Dependencies: None — all are self-contained changes.
Expected Outcome: Config saves work, MQTT connects reliably, ASCOM rain rate is correct, credentials not leaked to serial.
Phase 1: Stabilise Foundations (1–2 weeks)¶
Tasks:
1. Fix async blocking — move WiFi connect, WiFi scan, restart, and RG15 startup delays out of async callbacks (M, firmware)
2. Add sensor data mutex — protect sensor struct reads from the async WebServer task (M, firmware)
3. Change serializeJson for NVS config (remove pretty-print) (S, firmware)
4. Add dataTimestamp to WebSocket sensor payload and sync broadcast interval to sensor poll interval (S, firmware)
5. Mask passwords in GET /api/config response (M, firmware)
6. Add minFreeHeap, resetReason, bootCount to /api/status (S, firmware)
7. Fix MQTT timestamp to use epoch time from TimeManager (S, firmware)
8. Add MQTT LWT/availability topic (S, firmware)
9. Fix screenshots Playwright tests — remove waitForTimeout, remove continue-on-error (M, CI/CD/UI)
10. Pin ESPAsyncWebServer to a specific commit hash (S, build)
Rationale: Items 1–2 address confirmed crash/reliability risks.
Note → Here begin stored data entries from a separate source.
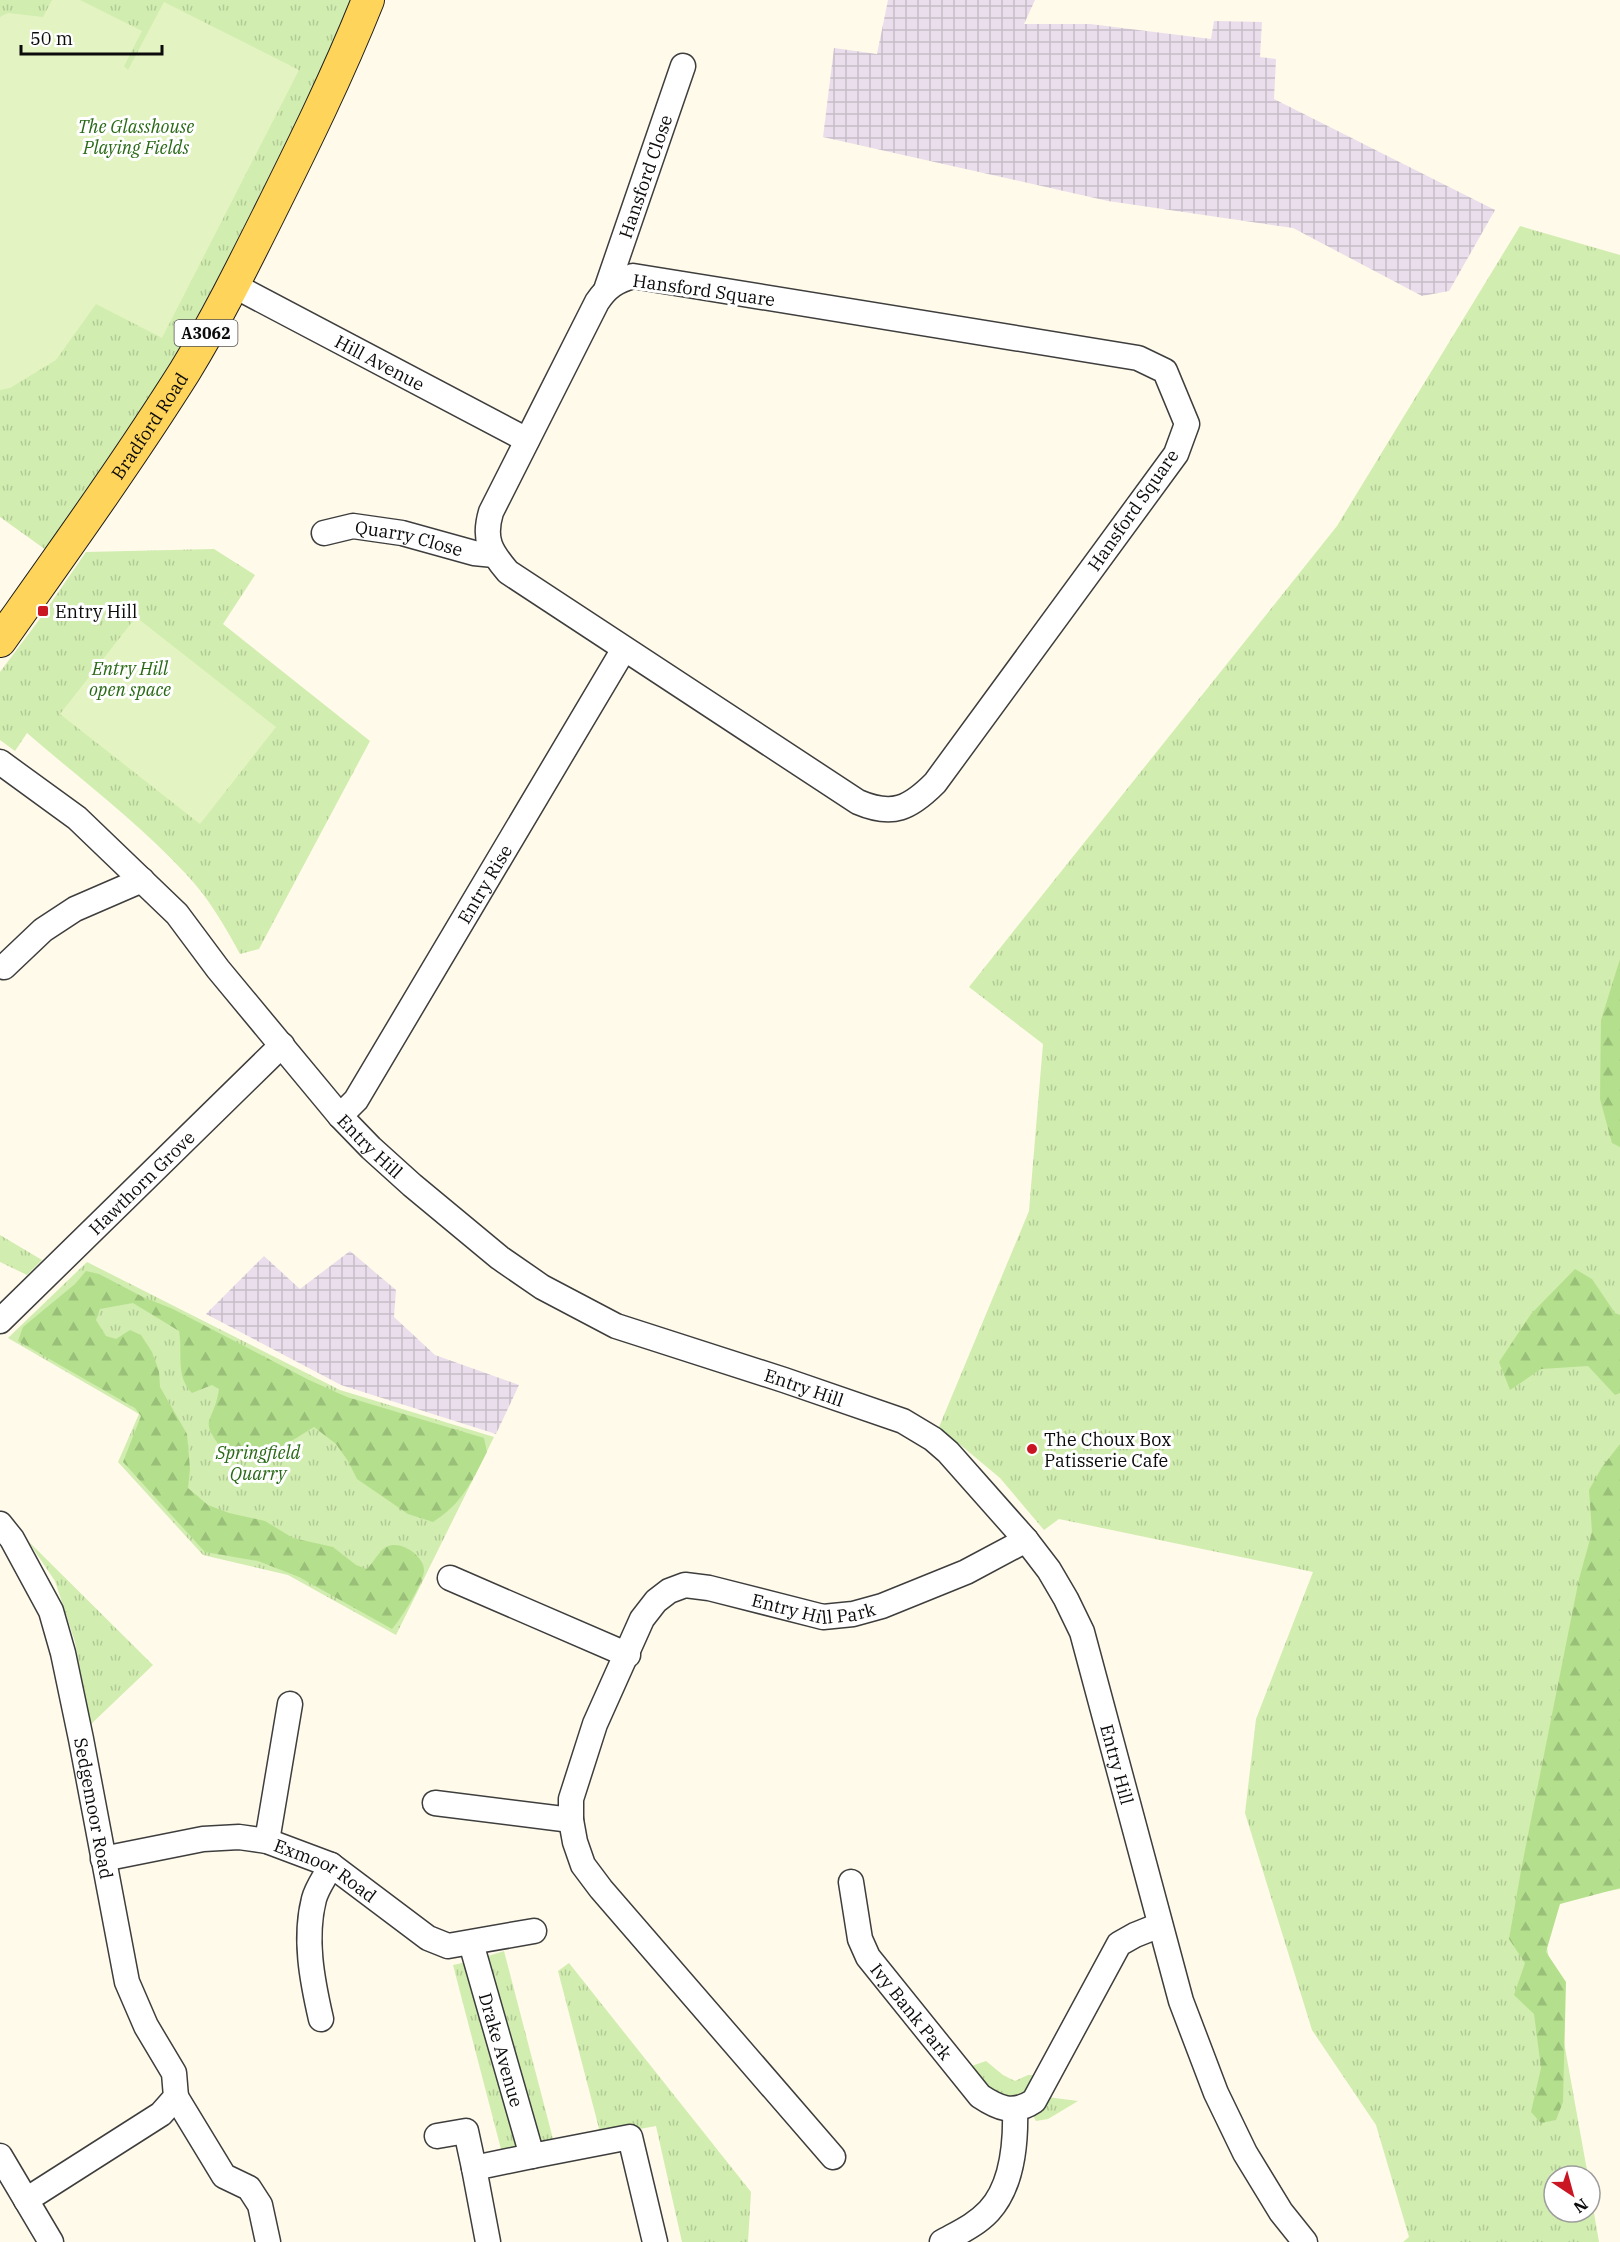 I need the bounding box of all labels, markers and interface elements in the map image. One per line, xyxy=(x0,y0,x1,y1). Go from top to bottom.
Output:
scale bar xyxy=(21,18,162,56)
text: 50 m xyxy=(30,27,73,50)
street label: Hansford Close xyxy=(613,111,677,241)
park label: The Glasshouse Playing Fields xyxy=(78,115,194,159)
street label: Hansford Square xyxy=(631,269,777,311)
road number: A3062 xyxy=(174,320,238,346)
street label: Hill Avenue xyxy=(331,329,429,395)
street label: Bradford Road xyxy=(106,368,193,483)
street label: Hansford Square xyxy=(1082,445,1184,575)
street label: Quarry Close xyxy=(354,515,465,561)
place label: Entry Hill xyxy=(55,600,137,623)
marker: Entry Hill xyxy=(36,604,50,618)
park label: Entry Hill open space xyxy=(89,657,171,701)
street label: Entry Rise xyxy=(452,840,517,928)
street label: Entry Hill xyxy=(333,1109,408,1183)
street label: Hawthorn Grove xyxy=(84,1126,199,1239)
street label: Entry Hill xyxy=(762,1363,847,1411)
place label: The Choux Box Patisserie Cafe xyxy=(1044,1428,1171,1472)
park label: Springfield Quarry xyxy=(215,1441,301,1485)
marker: The Choux Box Patisserie Cafe xyxy=(1025,1442,1039,1456)
street label: Entry Hill Park xyxy=(749,1588,878,1629)
street label: Entry Hill xyxy=(1096,1721,1139,1807)
street label: Sedgemoor Road xyxy=(69,1735,119,1881)
street label: Exmoor Road xyxy=(271,1833,382,1907)
street label: Ivy Bank Park xyxy=(866,1958,958,2065)
street label: Drake Avenue xyxy=(474,1990,529,2110)
north arrow xyxy=(1542,2164,1602,2224)
text: N xyxy=(1570,2194,1592,2218) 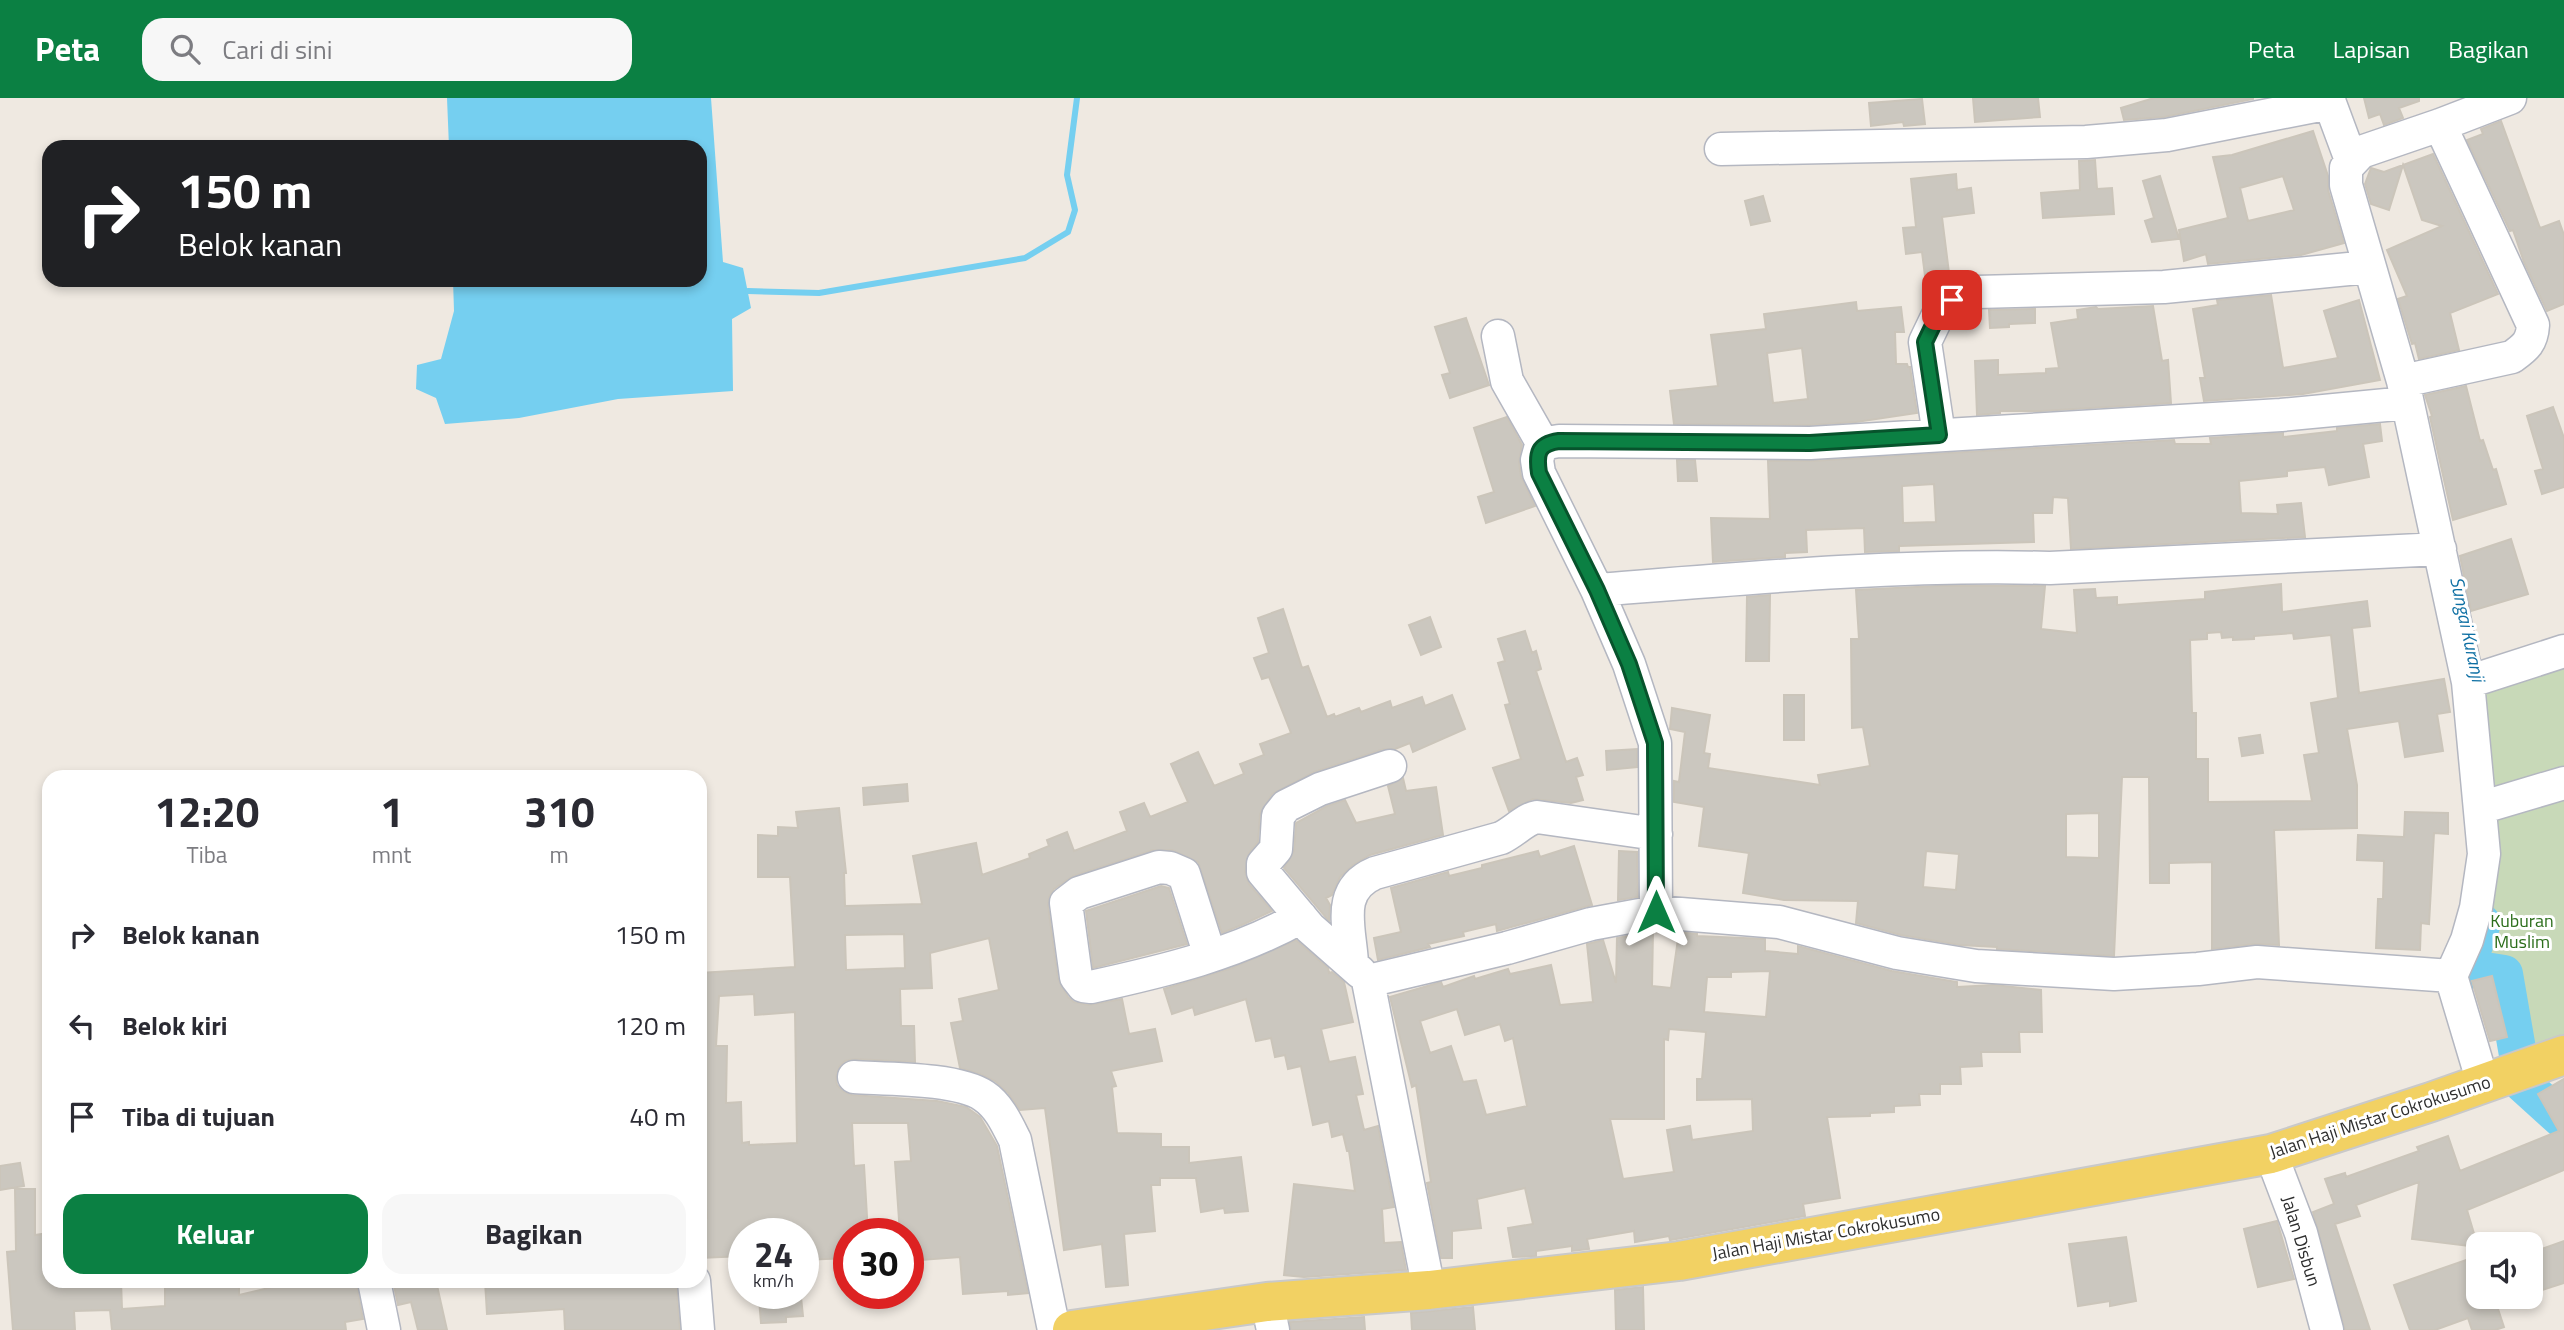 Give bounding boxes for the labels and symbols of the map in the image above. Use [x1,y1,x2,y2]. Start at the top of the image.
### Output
pin [1922,270,1982,330]
water label: Sungai Kuranji [2443,574,2494,686]
position arrow [1619,875,1693,949]
park label: Kuburan Muslim [2490,907,2554,955]
street label: Jalan Haji Mistar Cokrokusumo [2266,1068,2494,1165]
street label: Jalan Disbun [2275,1192,2328,1290]
street label: Jalan Haji Mistar Cokrokusumo [1710,1200,1942,1267]
speed limit sign: 30 [833,1218,924,1309] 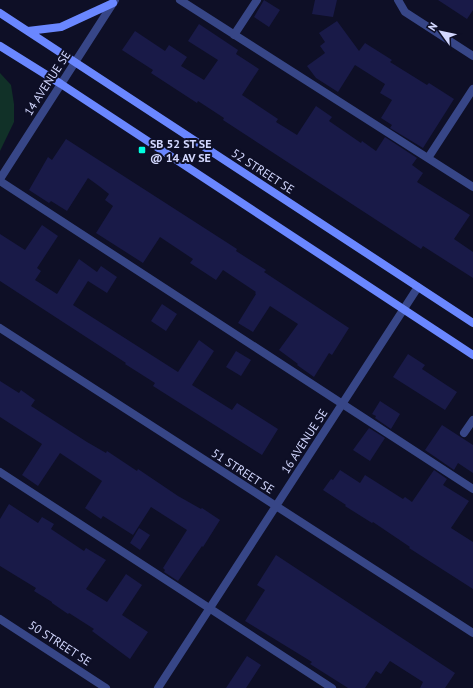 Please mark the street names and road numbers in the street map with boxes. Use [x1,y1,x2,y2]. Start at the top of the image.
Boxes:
street label: 14 AVENUE SE [21,48,73,118]
street label: 52 STREET SE [229,145,297,197]
street label: 16 AVENUE SE [278,406,330,476]
street label: 51 STREET SE [209,445,277,497]
street label: 50 STREET SE [26,617,94,669] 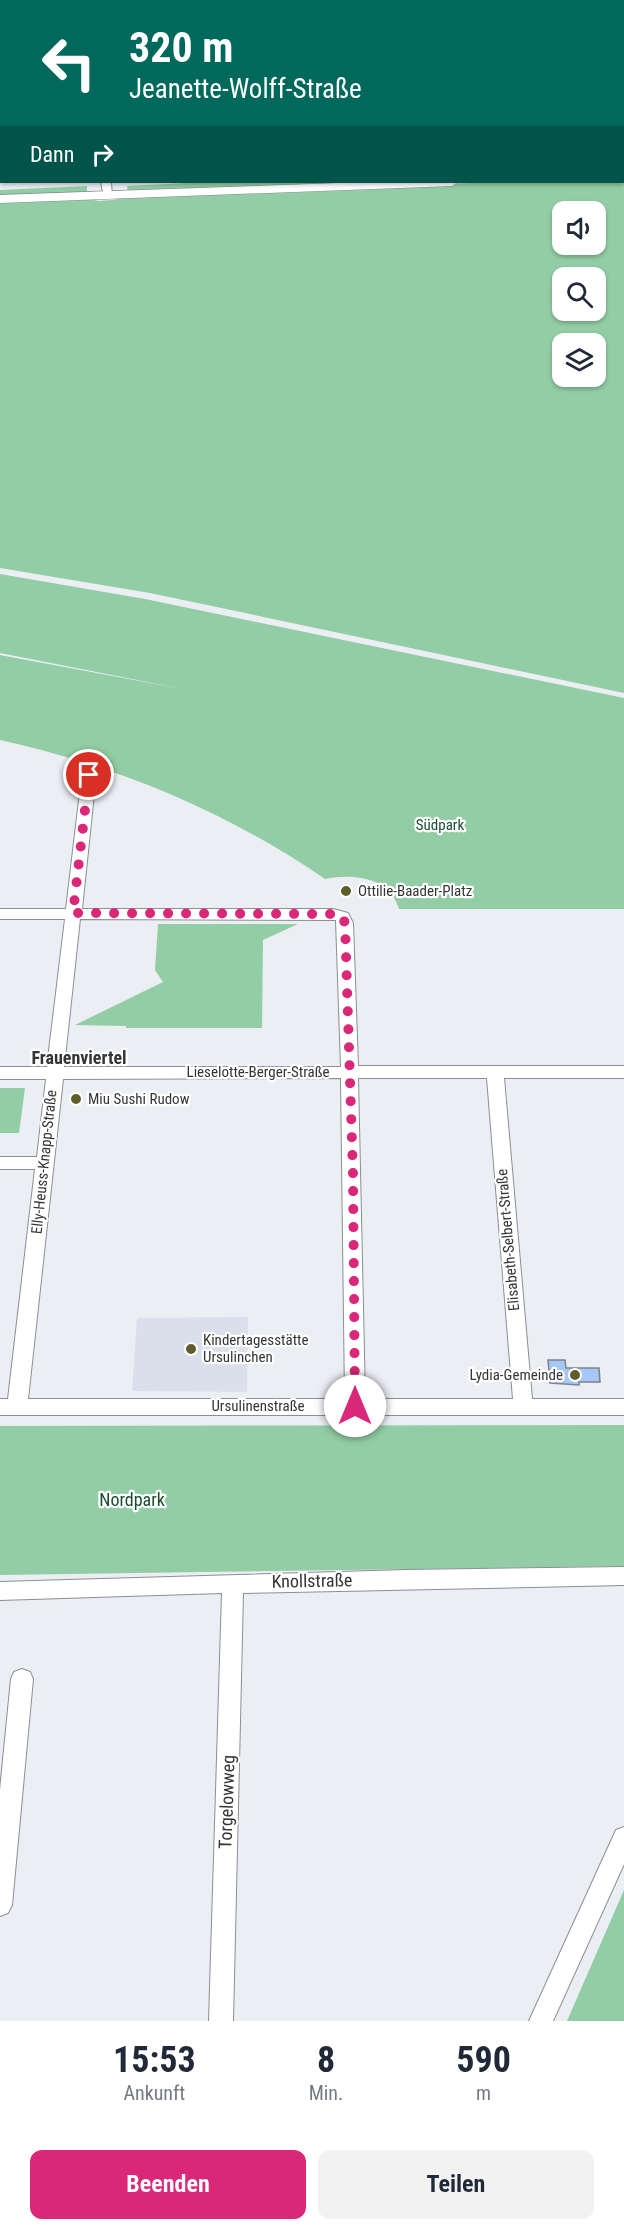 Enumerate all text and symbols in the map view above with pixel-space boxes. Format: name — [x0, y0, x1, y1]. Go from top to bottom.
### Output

Items 3–6 are quick wins that significantly improve operability. Items 7–8 are needed before Home Assistant integration is reliable.
Dependencies: Item 2 should precede item 1 (locking must be in place before concurrency changes). Item 8 requires topic schema decision.
Phase 2: Architecture and Testing (2–4 weeks)¶
Tasks:
1. Unify API/WebSocket/MQTT field naming to a single canonical schema (L, firmware)
2. Add firmware unit tests with PlatformIO test framework — SkyQuality, CloudDetection, RG15 parser, Config round-trip (L, firmware)
3. Add Playwright content-assertion tests for API contract (M, UI/CI)
4. Add ASCOM TCP server documentation (M, docs)
5. Add config schema reference documentation (M, docs)
6. Update REST API docs to match actual response shapes (S, docs)
7. Update WebSocket docs to include rainSensor (S, docs)
8. Update MQTT docs with full payload example (S, docs)
9. Fix HDOP unit inconsistency between endpoints (S, firmware)
10. Move GPS-disabled sensor creation to not instantiate GPS sensor at all (remove "disabled GPS sensor for API consistency" pattern — replace with nullptr + null checks) (M, firmware)
Rationale: Unified schema prevents integration failures. Tests provide regression coverage for the sensor math. Docs must match code for external integrators.
Phase 3: Polish, Docs, Release Maturity (ongoing)¶
Tasks:
1. Add HTTP Basic Auth option to web server (M, firmware)
2. Add N.I.N.A./ASCOM setup guide (M, docs)
3. Add Home Assistant integration guide (expanded from current MQTT docs) (M, docs)
4. Add Node-RED flow examples (M, docs)
5. Add PWA manifest for mobile home-screen install (S, UI)
6. Add exponential backoff to useWebSocket reconnect (S, UI)
7. Add logLevel to config, default to INFO (S, firmware)
8. Add firmware binary size gate to CI (fail if > 90% of partition) (S, CI/CD)
9. Add Dependabot for npm and GitHub Actions deps (S, CI/CD)
10. Add CHANGELOG entry for GPS implementation (S, docs)
11. Add accessibility improvements — ARIA labels, minimum touch targets (M, UI)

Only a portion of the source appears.